• **EXCERPTED DATA**:
Start of Block

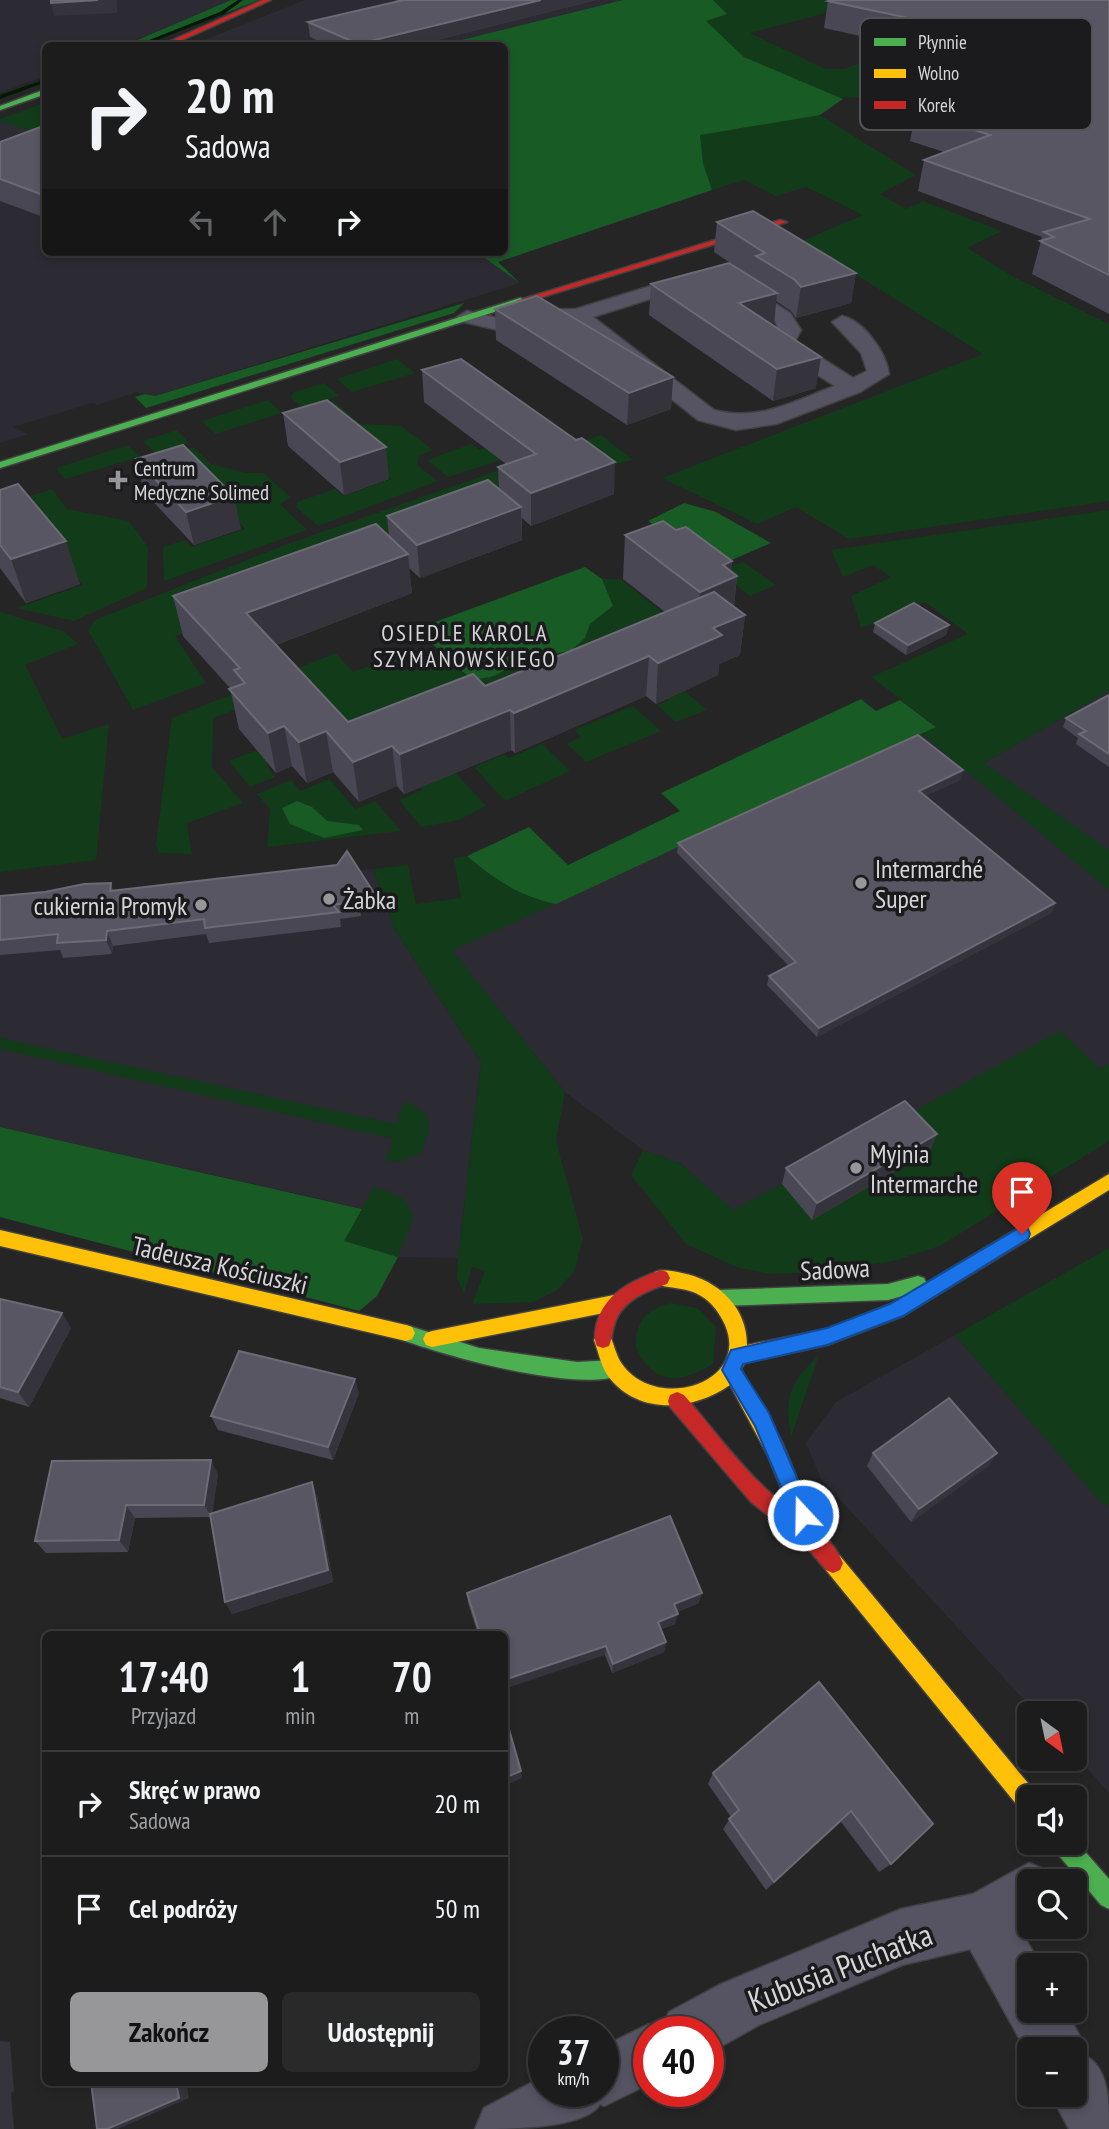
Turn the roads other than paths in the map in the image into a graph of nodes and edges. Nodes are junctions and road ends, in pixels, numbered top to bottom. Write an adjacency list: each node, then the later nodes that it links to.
1 (268, 0): 2 (street)
2 (171, 42)
3 (42, 93): 4 (street)
4 (0, 108)
5 (783, 222): 7 (street)
6 (578, 315): 7 (street); 9 (street); 9 (street)
7 (467, 317): 10 (street)
8 (842, 322): 9 (street)
9 (852, 387)
10 (0, 465)
11 (1109, 1181): 13 (street, Sadowa)
12 (0, 1238): 16 (street, Tadeusza Kościuszki)
13 (950, 1275): 14 (street, Sadowa); 17 (street, Sadowa)
14 (719, 1297): 15 (street); 17 (street)
15 (614, 1303): 16 (street, Tadeusza Kościuszki); 18 (street)
16 (430, 1339): 18 (street, Tadeusza Kościuszki)
17 (734, 1363): 19 (street); 20 (street)
18 (614, 1369): 19 (street)
19 (677, 1401): 20 (street)
20 (810, 1536): 21 (street)
21 (1017, 1787)
22 (1060, 1860): 23 (street)
23 (1109, 1897)
24 (1017, 1898): 25 (street, Kubusia Puchatka)
25 (983, 1919): 26 (street); 27 (street, Kubusia Puchatka)
26 (1017, 1979)
27 (719, 2016)
28 (1087, 2103): 31 (street)
29 (546, 2107): 30 (street)
30 (505, 2129)
31 (1102, 2129)

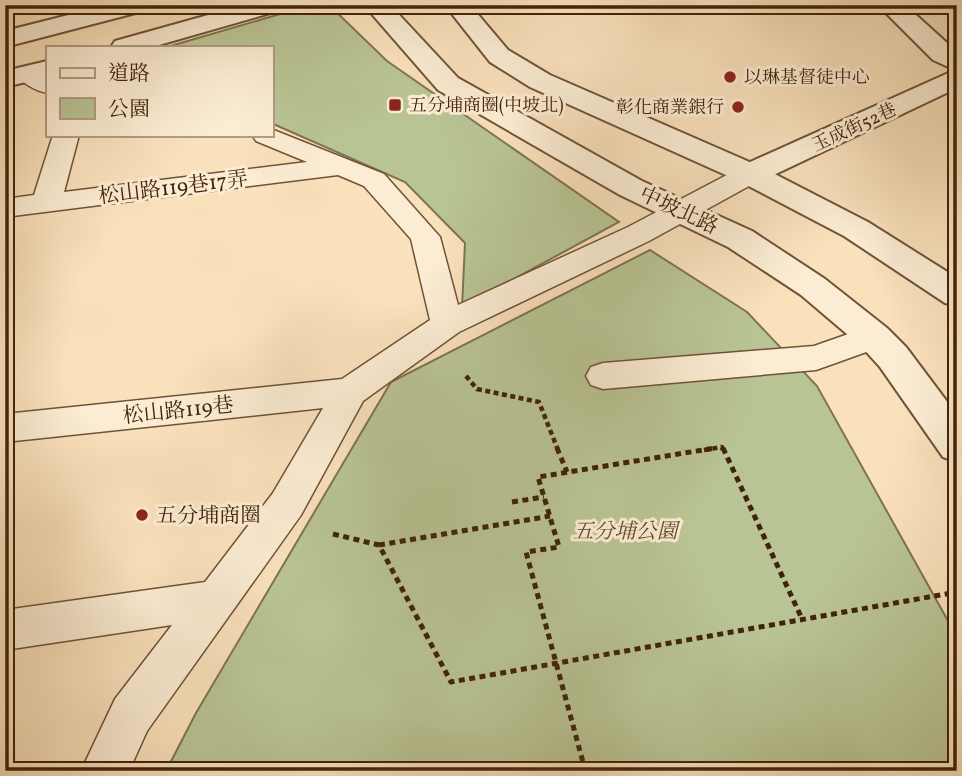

End of Block

• **EXERCISE DETAILS**: The whole listing above should be restated word for word, minus any images.

• **SOLUTION TO THE EXERCISE**:
Turn the roads other than paths in the map in the image into a graph of nodes and edges. Nodes are junctions and road ends, in pixels, numbered top to bottom. Write an adjacency list: each node, then the later nodes that it links to.
1 (268, 0): 2 (street)
2 (171, 42)
3 (42, 93): 4 (street)
4 (0, 108)
5 (783, 222): 7 (street)
6 (578, 315): 7 (street); 9 (street); 9 (street)
7 (467, 317): 10 (street)
8 (842, 322): 9 (street)
9 (852, 387)
10 (0, 465)
11 (1109, 1181): 13 (street, Sadowa)
12 (0, 1238): 16 (street, Tadeusza Kościuszki)
13 (950, 1275): 14 (street, Sadowa); 17 (street, Sadowa)
14 (719, 1297): 15 (street); 17 (street)
15 (614, 1303): 16 (street, Tadeusza Kościuszki); 18 (street)
16 (430, 1339): 18 (street, Tadeusza Kościuszki)
17 (734, 1363): 19 (street); 20 (street)
18 (614, 1369): 19 (street)
19 (677, 1401): 20 (street)
20 (810, 1536): 21 (street)
21 (1017, 1787)
22 (1060, 1860): 23 (street)
23 (1109, 1897)
24 (1017, 1898): 25 (street, Kubusia Puchatka)
25 (983, 1919): 26 (street); 27 (street, Kubusia Puchatka)
26 (1017, 1979)
27 (719, 2016)
28 (1087, 2103): 31 (street)
29 (546, 2107): 30 (street)
30 (505, 2129)
31 (1102, 2129)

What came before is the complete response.